Many years ago, when I was around 12, my mother gave me a book she had loved as a child: Pollyanna. The story follows a poor girl who plays what she calls "The Glad Game," the goal being to find something good in every situation. At one point, she receives a pair of crutches as a charity gift. She doesn't need crutches, but instead of feeling disappointed, she celebrates the fact that she doesn't need them.
I couldn't finish the book. Something about it felt deeply wrong, even to my 12-year-old brain, and the Glad Game didn't feel like wisdom so much as a stubborn refusal to acknowledge how things actually were.
Twenty years later, I keep seeing the exact same logic everywhere, just with a different name attached to it. We call it toxic positivity now, and it shows up in phrases like "good vibes only," "everything happens for a reason," and the coaching industry's perennial favorite: "your mindset is the only thing standing between you and the life you want."
The word toxic is doing significant work in that phrase, and it's worth taking seriously. The problem isn't positivity as such, but rather the use of positivity as a tool to suppress or dismiss emotions that are inconvenient to whoever is in the room. When someone is grieving, anxious, or genuinely struggling, being told to focus on the good isn't encouragement. It's actually toxic, as it sets an expectation of a performance of emotional states they don't actually feel.

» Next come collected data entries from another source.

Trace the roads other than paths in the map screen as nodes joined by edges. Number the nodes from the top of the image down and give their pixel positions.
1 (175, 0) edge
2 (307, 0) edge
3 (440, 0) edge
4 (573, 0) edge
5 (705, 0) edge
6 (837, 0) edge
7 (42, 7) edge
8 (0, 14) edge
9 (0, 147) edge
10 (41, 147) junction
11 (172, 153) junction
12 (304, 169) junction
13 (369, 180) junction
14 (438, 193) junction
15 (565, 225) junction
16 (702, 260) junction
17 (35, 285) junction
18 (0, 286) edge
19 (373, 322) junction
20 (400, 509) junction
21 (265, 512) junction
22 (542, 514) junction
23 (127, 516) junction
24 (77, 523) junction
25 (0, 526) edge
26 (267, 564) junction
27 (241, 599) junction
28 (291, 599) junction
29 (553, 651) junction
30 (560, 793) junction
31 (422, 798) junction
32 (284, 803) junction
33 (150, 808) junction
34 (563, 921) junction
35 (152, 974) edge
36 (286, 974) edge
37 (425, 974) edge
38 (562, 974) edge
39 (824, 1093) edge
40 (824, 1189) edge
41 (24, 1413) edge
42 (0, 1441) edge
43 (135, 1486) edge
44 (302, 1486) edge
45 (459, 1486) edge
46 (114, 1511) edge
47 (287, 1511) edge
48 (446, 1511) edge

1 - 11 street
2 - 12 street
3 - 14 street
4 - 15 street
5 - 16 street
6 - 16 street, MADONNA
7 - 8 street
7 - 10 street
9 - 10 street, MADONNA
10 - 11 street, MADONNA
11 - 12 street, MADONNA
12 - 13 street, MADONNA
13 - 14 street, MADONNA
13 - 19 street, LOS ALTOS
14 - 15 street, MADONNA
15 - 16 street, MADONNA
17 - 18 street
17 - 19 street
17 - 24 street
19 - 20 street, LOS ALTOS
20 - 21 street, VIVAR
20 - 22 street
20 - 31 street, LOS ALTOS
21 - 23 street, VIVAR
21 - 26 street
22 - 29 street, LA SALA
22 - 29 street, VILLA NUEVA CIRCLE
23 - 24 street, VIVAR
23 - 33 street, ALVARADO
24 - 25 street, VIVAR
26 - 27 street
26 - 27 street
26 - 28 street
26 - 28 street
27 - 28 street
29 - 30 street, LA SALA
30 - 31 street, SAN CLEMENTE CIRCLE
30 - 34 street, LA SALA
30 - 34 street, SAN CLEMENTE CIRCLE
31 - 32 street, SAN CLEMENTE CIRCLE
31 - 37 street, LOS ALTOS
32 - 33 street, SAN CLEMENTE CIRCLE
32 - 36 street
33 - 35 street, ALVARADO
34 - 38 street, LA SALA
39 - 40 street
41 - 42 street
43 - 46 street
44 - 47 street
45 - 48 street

What makes this particularly frustrating is that the pattern is not new at all. Pollyanna was published in 1913, and the same logic has been repackaged many times since: Norman Vincent Peale's The Power of Positive Thinking in the 1950s, the Law of Attraction in the early 2000s, and now the sprawling personal development industry that floods every social media platform with motivational content, morning routine culture, and coaches promising radical transformation.
The packaging changes, but the underlying message stays consistent: your feelings are an obstacle, so replace them with better ones. What has changed is the scale. That message is now ambient, inescapable, and dressed up in enough psychological language to sound credible.
The research, however, points in the opposite direction. Suppressing negative emotions doesn't make them disappear; it tends to intensify them over time. Avoiding difficult feelings also interferes with the kind of processing that actually produces resilience, which means that the Glad Game doesn't just fail to help, but actively gets in the way.
Perhaps most damaging is the belief that mindset alone determines outcomes, because it leads people to blame themselves when circumstances don't improve, even when the factors involved are largely outside their control.
The alternative to all of this is not pessimism. It's closer to what psychologists describe as emotional acceptance, meaning the capacity to acknowledge what you feel without immediately trying to neutralize it or reframe it into something more palatable.
Some situations are genuinely bad. Some losses don't have silver linings, and searching for one is often just a way of avoiding the more uncomfortable work of actually dealing with what happened.
I never finished Pollyanna as a child, and I don't think I missed much. Whatever resolution the book offered, real life rarely works that way, and pretending otherwise, under whatever label happens to be trending, doesn't serve anyone particularly well.